Collection entries
-- Opening Marker --
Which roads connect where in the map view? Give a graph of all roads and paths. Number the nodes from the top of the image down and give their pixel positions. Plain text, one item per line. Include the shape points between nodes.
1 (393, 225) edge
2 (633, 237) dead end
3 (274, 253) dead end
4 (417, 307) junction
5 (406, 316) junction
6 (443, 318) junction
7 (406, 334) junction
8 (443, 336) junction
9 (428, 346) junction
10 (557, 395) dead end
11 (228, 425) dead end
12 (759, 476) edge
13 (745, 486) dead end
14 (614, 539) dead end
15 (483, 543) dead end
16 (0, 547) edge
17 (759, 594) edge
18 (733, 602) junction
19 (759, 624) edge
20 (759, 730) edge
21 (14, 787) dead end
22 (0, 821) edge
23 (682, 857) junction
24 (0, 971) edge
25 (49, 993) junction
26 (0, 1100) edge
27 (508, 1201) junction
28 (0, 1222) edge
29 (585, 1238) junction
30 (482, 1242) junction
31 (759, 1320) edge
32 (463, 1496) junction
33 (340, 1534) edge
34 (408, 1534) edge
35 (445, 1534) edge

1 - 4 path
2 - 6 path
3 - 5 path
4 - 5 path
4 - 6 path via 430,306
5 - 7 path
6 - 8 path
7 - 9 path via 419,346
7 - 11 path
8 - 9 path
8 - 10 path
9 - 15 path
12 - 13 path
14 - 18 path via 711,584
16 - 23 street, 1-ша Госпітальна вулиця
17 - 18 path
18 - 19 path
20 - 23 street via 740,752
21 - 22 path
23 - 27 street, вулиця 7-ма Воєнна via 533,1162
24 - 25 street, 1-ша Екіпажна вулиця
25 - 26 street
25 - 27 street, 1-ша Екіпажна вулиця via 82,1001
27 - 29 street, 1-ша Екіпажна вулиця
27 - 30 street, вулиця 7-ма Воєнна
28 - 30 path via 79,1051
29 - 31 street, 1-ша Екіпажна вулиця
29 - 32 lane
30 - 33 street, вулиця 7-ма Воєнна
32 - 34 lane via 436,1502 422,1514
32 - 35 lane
-- Closing Marker --
Exercise prompt:
All entries are to be printed once more, exactly as given.

Response to the exercise:
Which roads connect where in the map view? Give a graph of all roads and paths. Number the nodes from the top of the image down and give their pixel positions. Plain text, one item per line. Include the shape points between nodes.
1 (393, 225) edge
2 (633, 237) dead end
3 (274, 253) dead end
4 (417, 307) junction
5 (406, 316) junction
6 (443, 318) junction
7 (406, 334) junction
8 (443, 336) junction
9 (428, 346) junction
10 (557, 395) dead end
11 (228, 425) dead end
12 (759, 476) edge
13 (745, 486) dead end
14 (614, 539) dead end
15 (483, 543) dead end
16 (0, 547) edge
17 (759, 594) edge
18 (733, 602) junction
19 (759, 624) edge
20 (759, 730) edge
21 (14, 787) dead end
22 (0, 821) edge
23 (682, 857) junction
24 (0, 971) edge
25 (49, 993) junction
26 (0, 1100) edge
27 (508, 1201) junction
28 (0, 1222) edge
29 (585, 1238) junction
30 (482, 1242) junction
31 (759, 1320) edge
32 (463, 1496) junction
33 (340, 1534) edge
34 (408, 1534) edge
35 (445, 1534) edge

1 - 4 path
2 - 6 path
3 - 5 path
4 - 5 path
4 - 6 path via 430,306
5 - 7 path
6 - 8 path
7 - 9 path via 419,346
7 - 11 path
8 - 9 path
8 - 10 path
9 - 15 path
12 - 13 path
14 - 18 path via 711,584
16 - 23 street, 1-ша Госпітальна вулиця
17 - 18 path
18 - 19 path
20 - 23 street via 740,752
21 - 22 path
23 - 27 street, вулиця 7-ма Воєнна via 533,1162
24 - 25 street, 1-ша Екіпажна вулиця
25 - 26 street
25 - 27 street, 1-ша Екіпажна вулиця via 82,1001
27 - 29 street, 1-ша Екіпажна вулиця
27 - 30 street, вулиця 7-ма Воєнна
28 - 30 path via 79,1051
29 - 31 street, 1-ша Екіпажна вулиця
29 - 32 lane
30 - 33 street, вулиця 7-ма Воєнна
32 - 34 lane via 436,1502 422,1514
32 - 35 lane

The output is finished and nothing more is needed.